Der dachte aber gar nicht daran. Vielmehr zeigte er sie nachweislich im Jahr 2009 seiner neuen, damals gerade 20-jährigen Freundin, die ebenfalls als Zeugin geladen war. Damit hatte er sich schuldig gemacht. Und zwar der "Verletzung des höchstpersönlichen Lebensbereichs durch Bildaufnahmen", wie der Gesetzestext lautet. Ihr damaliger Lebensgefährte habe in Internet-Tauschbörsen mit Gleichgesinnten zudem anrüchige Privatbilder ausgetauscht, schilderte die junge Dame. Der begründete Verdacht, dass er das auch mit den ominösen Nacktfotos gemacht hatte, konnte ihm nicht nachgewiesen werden.

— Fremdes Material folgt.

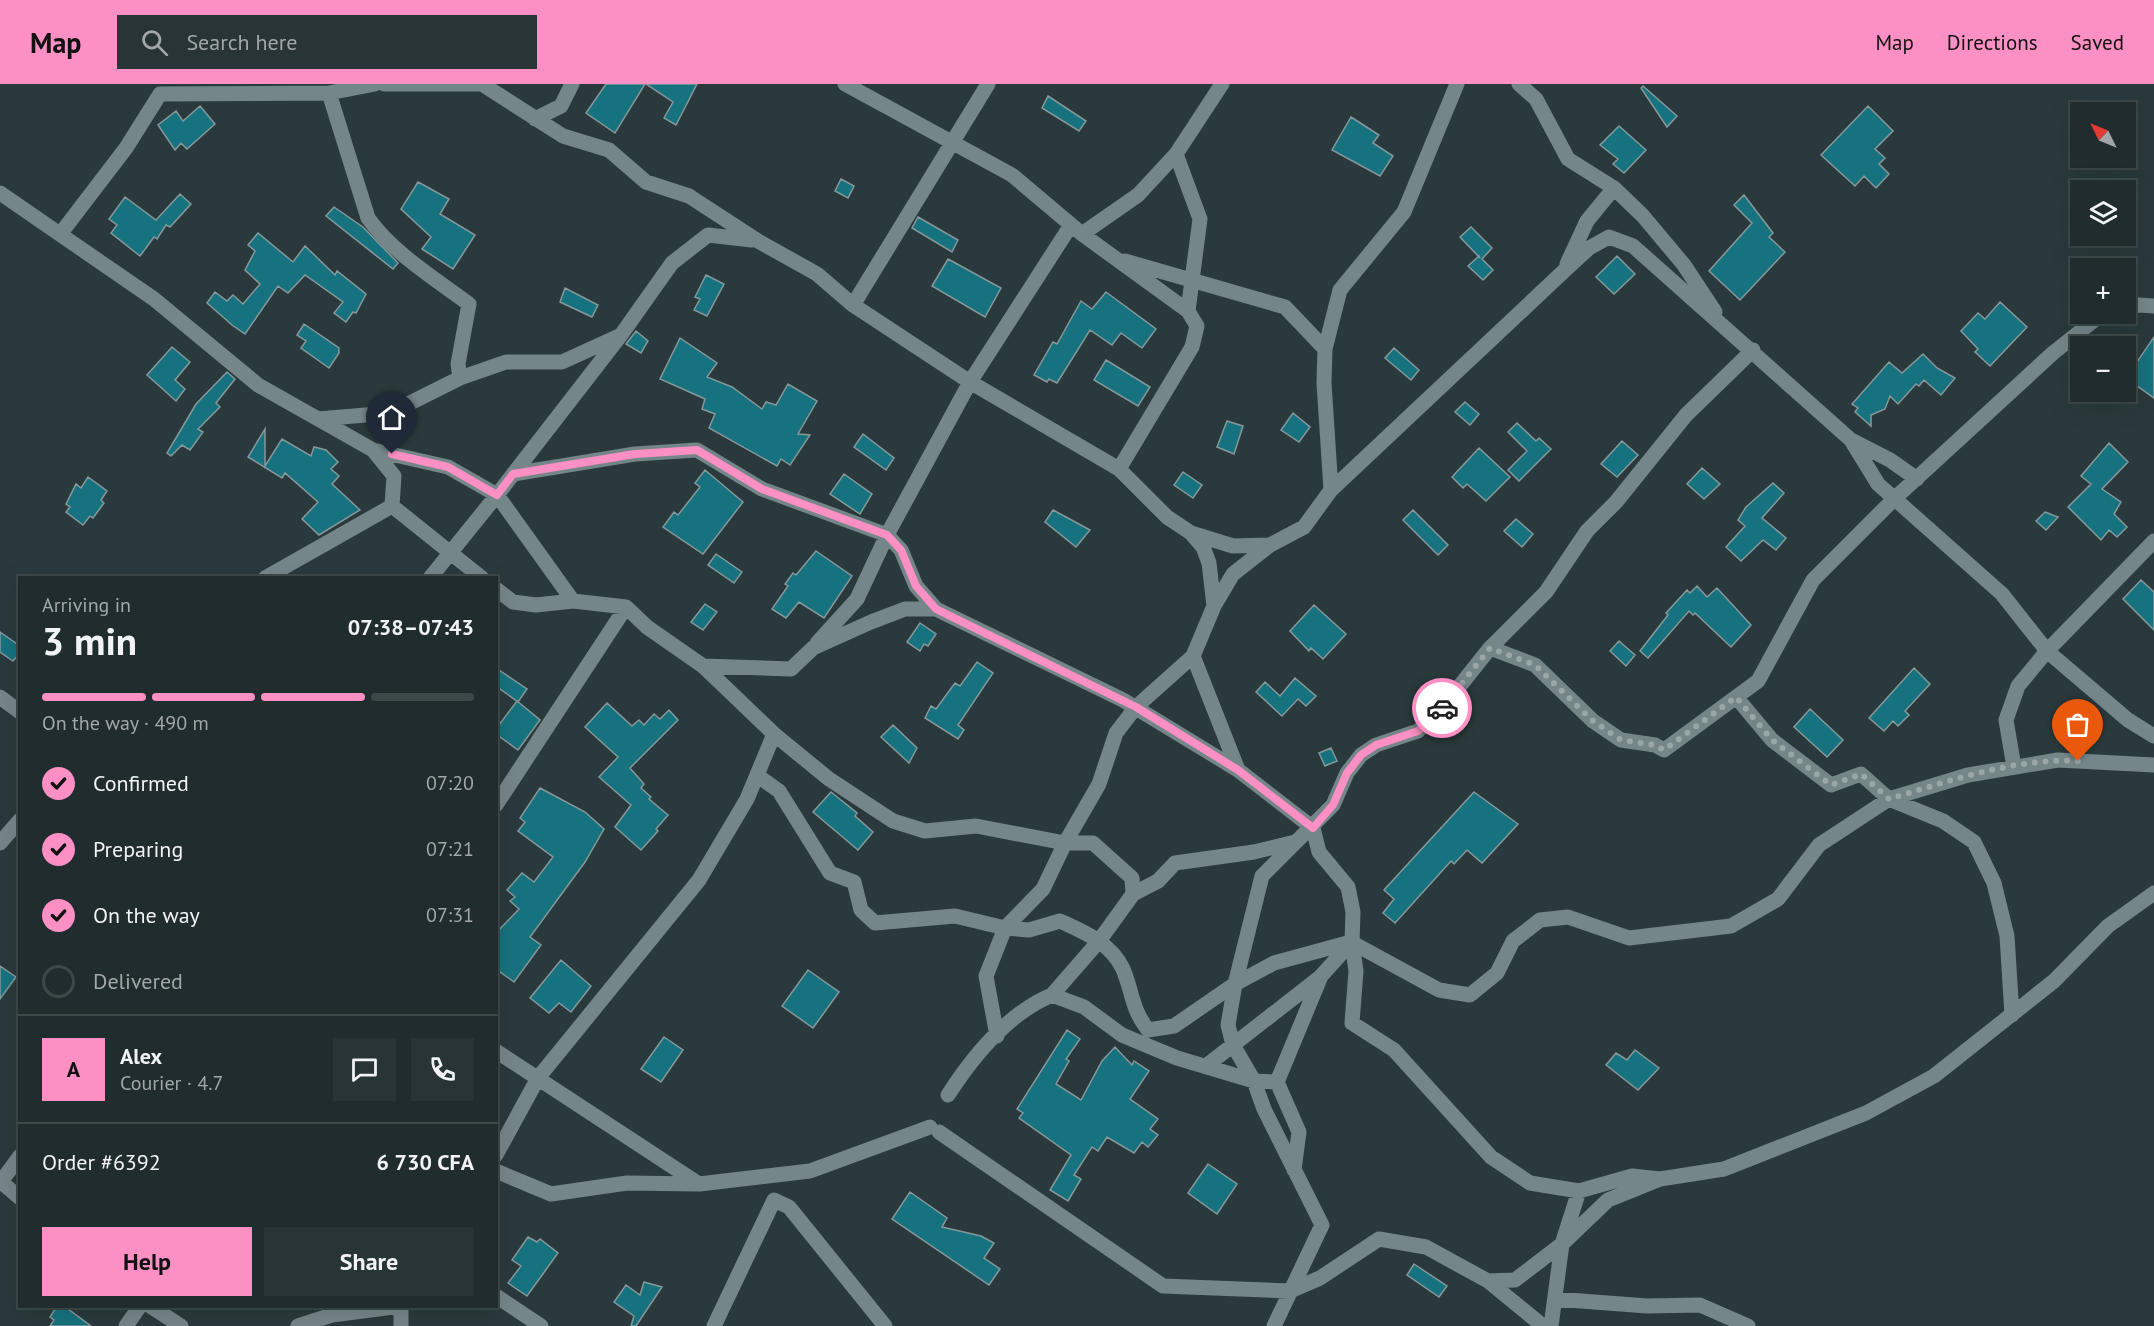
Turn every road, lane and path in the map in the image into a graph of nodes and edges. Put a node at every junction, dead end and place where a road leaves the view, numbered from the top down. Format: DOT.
graph roads {
  1 [pos="375,84"];
  2 [pos="384,84"];
  3 [pos="572,84"];
  4 [pos="845,84"];
  5 [pos="974,84"];
  6 [pos="988,84"];
  7 [pos="1222,84"];
  8 [pos="1457,84"];
  9 [pos="1519,84"];
  10 [pos="486,85"];
  11 [pos="330,93"];
  12 [pos="970,112"];
  13 [pos="535,119"];
  14 [pos="951,143"];
  15 [pos="1176,154"];
  16 [pos="1614,188"];
  17 [pos="0,193"];
  18 [pos="1077,229"];
  19 [pos="61,233"];
  20 [pos="758,241"];
  21 [pos="1114,258"];
  22 [pos="1564,271"];
  23 [pos="1192,280"];
  24 [pos="853,305"];
  25 [pos="2136,306"];
  26 [pos="2154,306"];
  27 [pos="1188,310"];
  28 [pos="2089,324"];
  29 [pos="1730,333"];
  30 [pos="621,335"];
  31 [pos="1325,349"];
  32 [pos="1753,350"];
  33 [pos="460,378"];
  34 [pos="970,382"];
  35 [pos="318,419"];
  36 [pos="1851,440"];
  37 [pos="373,450"];
  38 [pos="1119,469"];
  39 [pos="513,474"];
  40 [pos="1917,478"];
  41 [pos="1332,490"];
  42 [pos="497,495"];
  43 [pos="1894,499"];
  44 [pos="392,506"];
  45 [pos="1191,533"];
  46 [pos="887,535"];
  47 [pos="2154,541"];
  48 [pos="1270,545"];
  49 [pos="449,551"];
  50 [pos="269,576"];
  51 [pos="431,576"];
  52 [pos="480,576"];
  53 [pos="498,591"];
  54 [pos="573,601"];
  55 [pos="1214,606"];
  56 [pos="626,607"];
  57 [pos="936,609"];
  58 [pos="813,648"];
  59 [pos="1490,648"];
  60 [pos="2047,651"];
  61 [pos="1193,656"];
  62 [pos="704,666"];
  63 [pos="0,697"];
  64 [pos="1736,697"];
  65 [pos="1136,707"];
  66 [pos="18,710"];
  67 [pos="774,734"];
  68 [pos="2154,736"];
  69 [pos="2154,765"];
  70 [pos="2014,767"];
  71 [pos="1238,770"];
  72 [pos="758,776"];
  73 [pos="1889,799"];
  74 [pos="498,802"];
  75 [pos="18,822"];
  76 [pos="1313,828"];
  77 [pos="1298,842"];
  78 [pos="0,843"];
  79 [pos="1065,843"];
  80 [pos="2154,893"];
  81 [pos="1132,894"];
  82 [pos="1005,928"];
  83 [pos="1099,941"];
  84 [pos="1351,943"];
  85 [pos="1321,976"];
  86 [pos="1235,984"];
  87 [pos="1053,995"];
  88 [pos="2012,1015"];
  89 [pos="997,1036"];
  90 [pos="1233,1046"];
  91 [pos="498,1052"];
  92 [pos="1206,1066"];
  93 [pos="538,1078"];
  94 [pos="1254,1081"];
  95 [pos="1277,1082"];
  96 [pos="948,1095"];
  97 [pos="498,1151"];
  98 [pos="18,1159"];
  99 [pos="1294,1170"];
  100 [pos="498,1172"];
  101 [pos="1660,1179"];
  102 [pos="0,1182"];
  103 [pos="699,1184"];
  104 [pos="1579,1191"];
  105 [pos="18,1196"];
  106 [pos="1562,1244"];
  107 [pos="1488,1281"];
  108 [pos="1290,1291"];
  109 [pos="498,1297"];
  110 [pos="1555,1299"];
  111 [pos="139,1308"];
  112 [pos="153,1308"];
  113 [pos="375,1308"];
  114 [pos="401,1308"];
  115 [pos="337,1311"];
  116 [pos="126,1326"];
  117 [pos="182,1326"];
  118 [pos="298,1326"];
  119 [pos="402,1326"];
  120 [pos="541,1326"];
  121 [pos="714,1326"];
  122 [pos="885,1326"];
  123 [pos="1274,1326"];
  124 [pos="1543,1326"];
  125 [pos="1551,1326"];
  126 [pos="1748,1326"];
  1 -- 11 [label="street"];
  2 -- 10 [label="street"];
  3 -- 13 [label="street"];
  4 -- 14 [label="street"];
  5 -- 12 [label="street"];
  6 -- 12 [label="street"];
  7 -- 15 [label="street"];
  8 -- 31 [label="street"];
  9 -- 16 [label="street"];
  10 -- 13 [label="street"];
  11 -- 19 [label="street"];
  11 -- 33 [label="street"];
  12 -- 14 [label="street"];
  13 -- 20 [label="street"];
  14 -- 18 [label="street"];
  14 -- 24 [label="street"];
  15 -- 18 [label="street"];
  15 -- 23 [label="street"];
  16 -- 22 [label="street"];
  16 -- 29 [label="street"];
  17 -- 19 [label="street"];
  18 -- 21 [label="street"];
  18 -- 34 [label="street"];
  19 -- 35 [label="street"];
  20 -- 24 [label="street"];
  20 -- 30 [label="street"];
  21 -- 23 [label="street"];
  21 -- 27 [label="street"];
  22 -- 29 [label="street"];
  22 -- 41 [label="street"];
  23 -- 27 [label="street"];
  23 -- 31 [label="street"];
  24 -- 34 [label="street"];
  25 -- 26 [label="street"];
  27 -- 38 [label="street"];
  28 -- 40 [label="street"];
  29 -- 32 [label="street"];
  30 -- 33 [label="street"];
  30 -- 39 [label="street"];
  31 -- 41 [label="street"];
  32 -- 36 [label="street"];
  32 -- 59 [label="street"];
  33 -- 35 [label="street"];
  34 -- 38 [label="street"];
  34 -- 46 [label="street"];
  35 -- 37 [label="street"];
  36 -- 40 [label="street"];
  36 -- 43 [label="street"];
  37 -- 42 [label="street"];
  37 -- 44 [label="street"];
  38 -- 45 [label="street"];
  39 -- 42 [label="street"];
  39 -- 46 [label="street"];
  40 -- 43 [label="street"];
  41 -- 48 [label="street"];
  42 -- 49 [label="street"];
  42 -- 54 [label="street"];
  43 -- 60 [label="street"];
  43 -- 64 [label="street"];
  44 -- 49 [label="street"];
  44 -- 50 [label="street"];
  45 -- 48 [label="street"];
  45 -- 55 [label="street"];
  46 -- 57 [label="street"];
  46 -- 58 [label="street"];
  47 -- 60 [label="street"];
  48 -- 55 [label="street"];
  49 -- 51 [label="street"];
  49 -- 52 [label="street"];
  53 -- 54 [label="street"];
  54 -- 56 [label="street"];
  55 -- 61 [label="street"];
  56 -- 62 [label="street"];
  56 -- 74 [label="street"];
  57 -- 58 [label="street"];
  57 -- 65 [label="street"];
  58 -- 62 [label="street"];
  59 -- 64 [label="street"];
  59 -- 76 [label="street"];
  60 -- 68 [label="street"];
  60 -- 70 [label="street"];
  61 -- 65 [label="street"];
  61 -- 71 [label="street"];
  62 -- 67 [label="street"];
  63 -- 66 [label="street"];
  64 -- 73 [label="street"];
  65 -- 71 [label="street"];
  65 -- 79 [label="street"];
  67 -- 72 [label="street"];
  67 -- 79 [label="street"];
  69 -- 70 [label="street"];
  70 -- 73 [label="street"];
  71 -- 76 [label="street"];
  72 -- 82 [label="street"];
  72 -- 93 [label="street"];
  73 -- 84 [label="street"];
  73 -- 88 [label="street"];
  75 -- 78 [label="street"];
  76 -- 77 [label="street"];
  76 -- 84 [label="street"];
  77 -- 81 [label="street"];
  77 -- 86 [label="street"];
  79 -- 81 [label="street"];
  79 -- 82 [label="street"];
  80 -- 88 [label="street"];
  81 -- 83 [label="street"];
  82 -- 83 [label="street"];
  82 -- 89 [label="street"];
  83 -- 86 [label="street"];
  83 -- 87 [label="street"];
  84 -- 85 [label="street"];
  84 -- 86 [label="street"];
  84 -- 104 [label="street"];
  85 -- 90 [label="street"];
  85 -- 95 [label="street"];
  86 -- 90 [label="street"];
  87 -- 89 [label="street"];
  87 -- 92 [label="street"];
  88 -- 101 [label="street"];
  89 -- 96 [label="street"];
  90 -- 92 [label="street"];
  90 -- 94 [label="street"];
  91 -- 93 [label="street"];
  92 -- 94 [label="street"];
  93 -- 97 [label="street"];
  93 -- 103 [label="street"];
  94 -- 95 [label="street"];
  94 -- 99 [label="street"];
  95 -- 99 [label="street"];
  98 -- 102 [label="street"];
  99 -- 108 [label="street"];
  100 -- 103 [label="street"];
  101 -- 104 [label="street"];
  101 -- 106 [label="street"];
  102 -- 105 [label="street"];
  103 -- 108 [label="street"];
  104 -- 106 [label="street"];
  106 -- 107 [label="street"];
  106 -- 110 [label="street"];
  107 -- 108 [label="street"];
  107 -- 124 [label="street"];
  108 -- 123 [label="street"];
  109 -- 120 [label="street"];
  110 -- 125 [label="street"];
  110 -- 126 [label="street"];
  111 -- 116 [label="street"];
  112 -- 117 [label="street"];
  113 -- 115 [label="street"];
  114 -- 119 [label="street"];
  115 -- 118 [label="street"];
  121 -- 122 [label="street"];
}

Pornohefte lagen offen herum

Das Liebesverhältnis mit der "Nachfolgerin" ist inzwischen ebenfalls Geschichte. Ende 2010 zog seine jetzige Frau mit ihren drei kleinen Töchterchen beim Angeklagten ein. Bei einer polizeilichen Durchsuchung Anfang Januar 2012 wurden schier unglaubliche Zustände aktenkundig. In der gesamten Wohnung herrschte das Chaos - und im Wohnzimmer und Kinderzimmer lagen Pornohefte und erotisches Sexspielzeug offen zugänglich herum. Das erfüllt den Strafbestand der Verbreitung von pornografischen Schriften.

Während die Vertreterin der Anklage von einem "eklatanten Vertrauensmissbrauch" gegenüber der Ex-Freundin sprach, hielt der Verteidiger die Belastungszeugin für nicht glaubwürdig. Für den Richter aber war der Fall klar.

Neben der auf drei Jahre zur Bewährung ausgesetzten Freiheitsstrafe muss der Verurteilte ein schmerzliches Lehrgeld bezahlen: Neben den Gerichts- und Anwaltskosten 1500 Euro in monatlichen Raten von 100 Euro an die Nebenklägerin. Gegen das Urteil kann er Berufung oder Revision einlegen.